§ **Data**

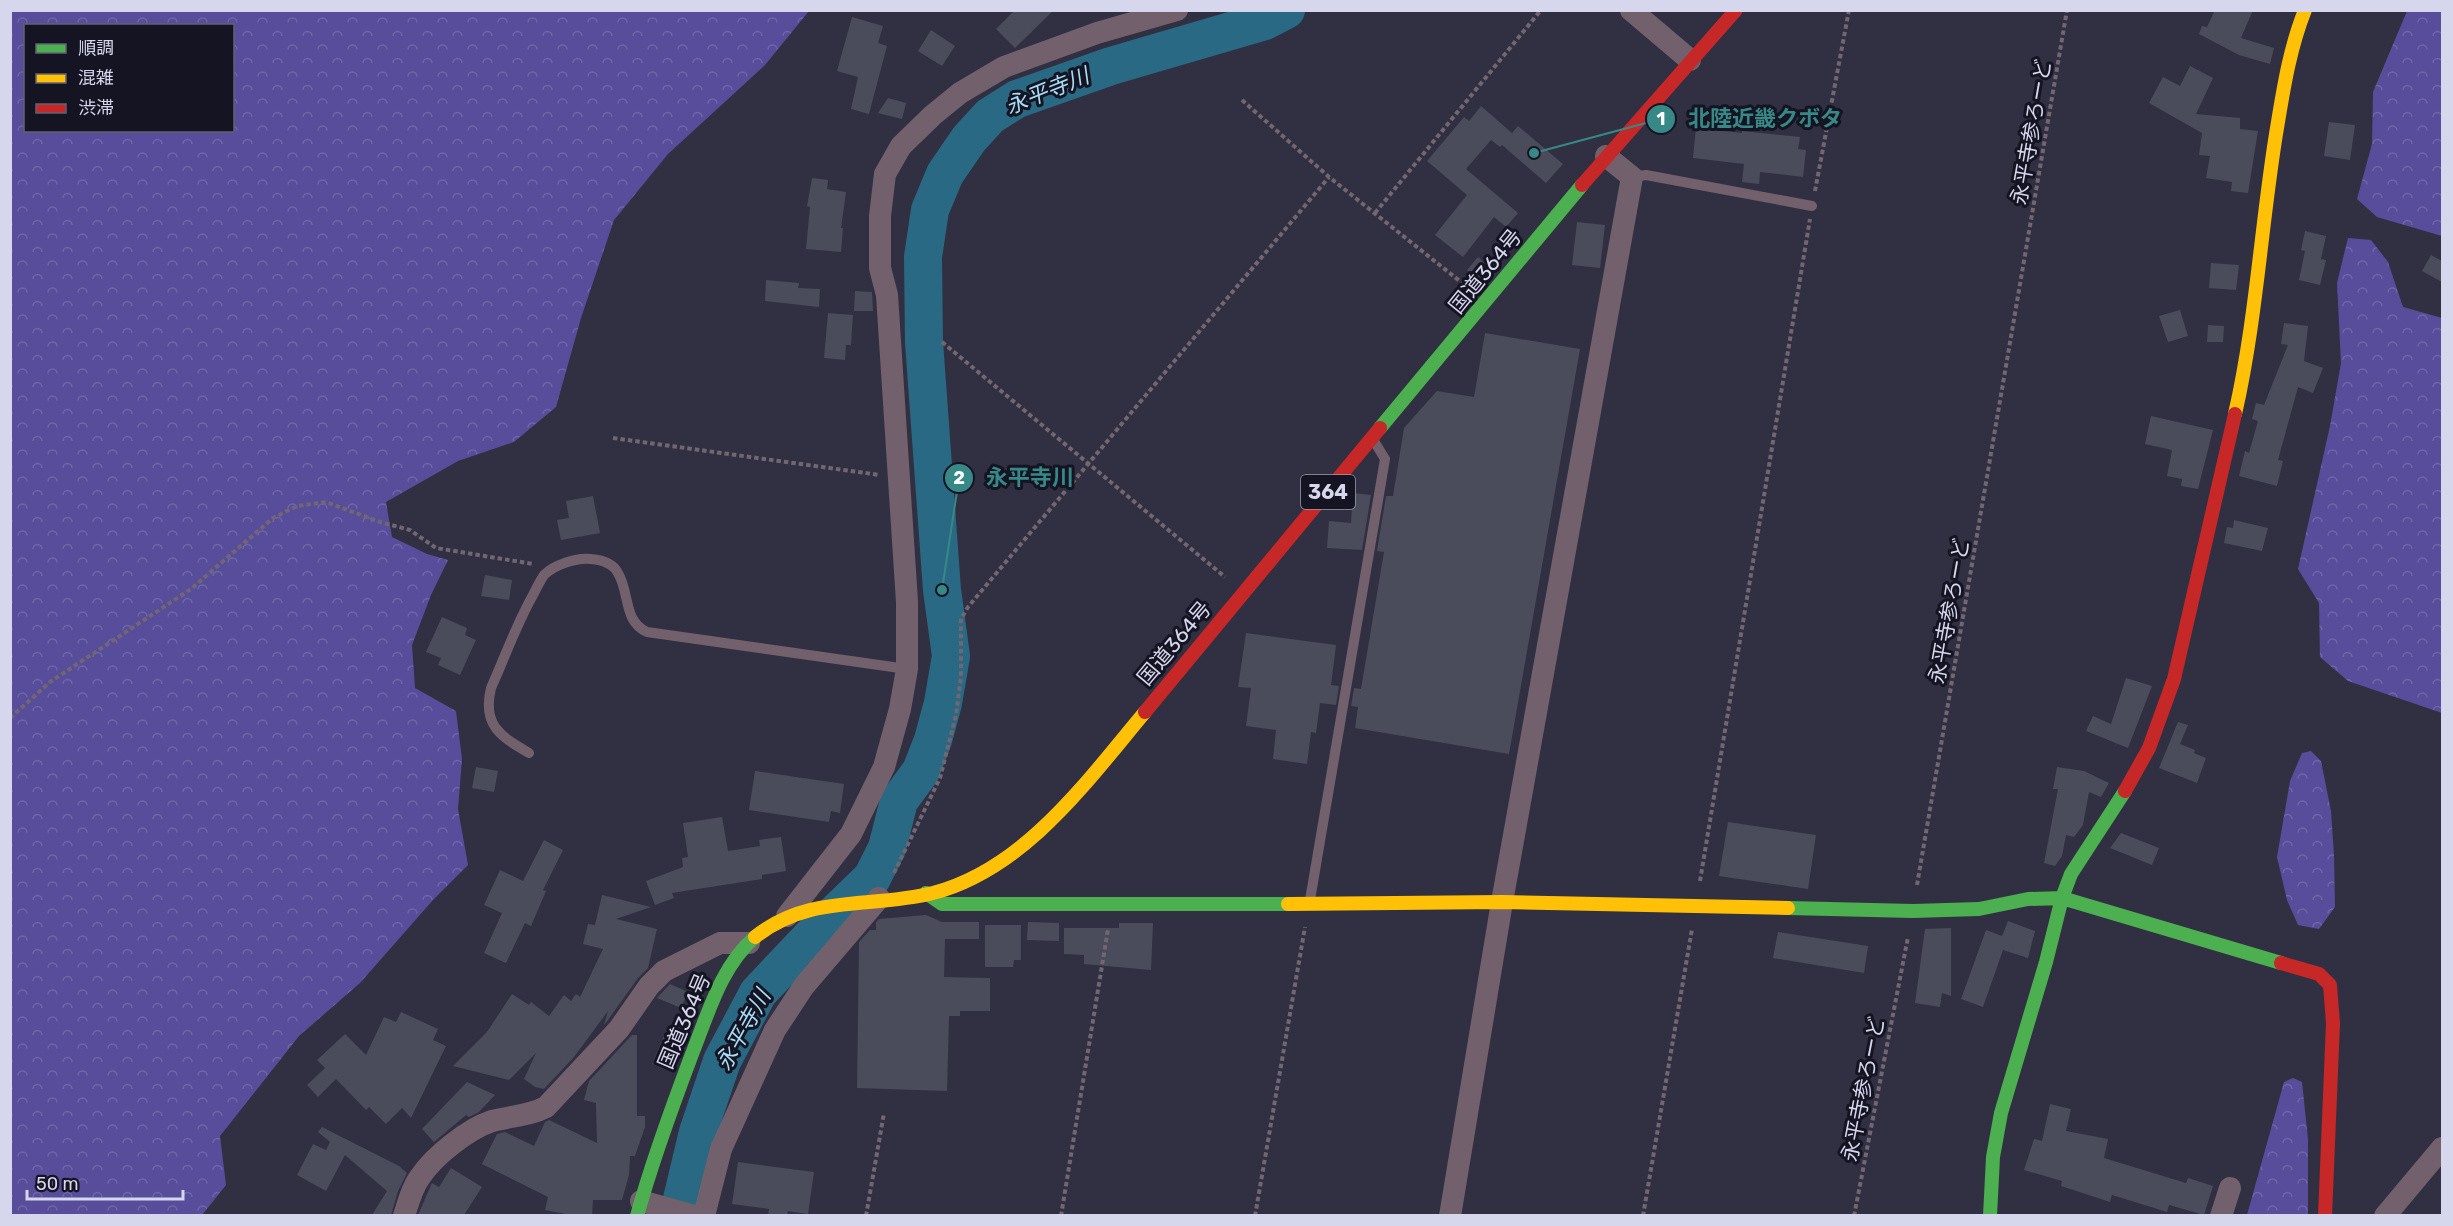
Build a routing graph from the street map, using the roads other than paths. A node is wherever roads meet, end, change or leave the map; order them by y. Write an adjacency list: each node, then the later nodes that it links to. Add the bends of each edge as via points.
1 (1177, 10): 10 (street, via 1097,33 1004,67 960,93 933,115 901,147 885,174 880,268 887,295 900,475)
2 (1631, 10): 5 (street)
3 (1736, 10): 5 (main road, 国道364号 / 364)
4 (2305, 10): 14 (main road, via 2282,96 2243,378 2174,679 2149,748 2116,808 2072,874)
5 (1690, 60): 6 (main road, 国道364号 / 364)
6 (1606, 156): 7 (street); 9 (main road, 国道364号 / 364)
7 (1632, 177): 8 (lane, via 1646,175); 15 (street)
8 (1812, 206)
9 (1373, 439): 12 (main road, 国道364号 / 364, via 1049,823 984,873); 16 (lane, via 1385,459)
10 (907, 669): 11 (lane, via 647,632 636,627 632,619 618,571 610,564 585,558 553,568 544,576 491,688 488,700 494,729); 17 (street, via 884,767 851,834)
11 (529, 753)
12 (926, 894): 13 (main road, 国道364号 / 364); 16 (main road, via 942,903)
13 (880, 898): 17 (main road, 国道364号 / 364, via 834,903); 24 (street, via 804,986 775,1030 721,1149)
14 (2062, 898): 15 (main road, via 2028,899 1979,909 1913,911); 26 (main road, via 2001,1113); 28 (main road, via 2319,974 2330,985 2333,1023)
15 (1502, 902): 16 (main road); 25 (street)
16 (1309, 904)
17 (795, 913): 18 (main road, 国道364号 / 364)
18 (749, 943): 21 (main road, 国道364号 / 364, via 712,1002 657,1148); 22 (street, via 720,943 664,971 619,1029 546,1107 491,1122 461,1138 430,1163 418,1179)
19 (2442, 1148): 29 (street)
20 (2230, 1188): 27 (street)
21 (643, 1207): 23 (street)
22 (404, 1215)
23 (695, 1215)
24 (704, 1215)
25 (1450, 1215)
26 (1990, 1215)
27 (2222, 1215)
28 (2325, 1215)
29 (2385, 1215)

§ **Problem details**
Restate the records above verbatim. Pictures stay out.

§ **Solution for this problem**
Build a routing graph from the street map, using the roads other than paths. A node is wherever roads meet, end, change or leave the map; order them by y. Write an adjacency list: each node, then the later nodes that it links to. Add the bends of each edge as via points.
1 (1177, 10): 10 (street, via 1097,33 1004,67 960,93 933,115 901,147 885,174 880,268 887,295 900,475)
2 (1631, 10): 5 (street)
3 (1736, 10): 5 (main road, 国道364号 / 364)
4 (2305, 10): 14 (main road, via 2282,96 2243,378 2174,679 2149,748 2116,808 2072,874)
5 (1690, 60): 6 (main road, 国道364号 / 364)
6 (1606, 156): 7 (street); 9 (main road, 国道364号 / 364)
7 (1632, 177): 8 (lane, via 1646,175); 15 (street)
8 (1812, 206)
9 (1373, 439): 12 (main road, 国道364号 / 364, via 1049,823 984,873); 16 (lane, via 1385,459)
10 (907, 669): 11 (lane, via 647,632 636,627 632,619 618,571 610,564 585,558 553,568 544,576 491,688 488,700 494,729); 17 (street, via 884,767 851,834)
11 (529, 753)
12 (926, 894): 13 (main road, 国道364号 / 364); 16 (main road, via 942,903)
13 (880, 898): 17 (main road, 国道364号 / 364, via 834,903); 24 (street, via 804,986 775,1030 721,1149)
14 (2062, 898): 15 (main road, via 2028,899 1979,909 1913,911); 26 (main road, via 2001,1113); 28 (main road, via 2319,974 2330,985 2333,1023)
15 (1502, 902): 16 (main road); 25 (street)
16 (1309, 904)
17 (795, 913): 18 (main road, 国道364号 / 364)
18 (749, 943): 21 (main road, 国道364号 / 364, via 712,1002 657,1148); 22 (street, via 720,943 664,971 619,1029 546,1107 491,1122 461,1138 430,1163 418,1179)
19 (2442, 1148): 29 (street)
20 (2230, 1188): 27 (street)
21 (643, 1207): 23 (street)
22 (404, 1215)
23 (695, 1215)
24 (704, 1215)
25 (1450, 1215)
26 (1990, 1215)
27 (2222, 1215)
28 (2325, 1215)
29 (2385, 1215)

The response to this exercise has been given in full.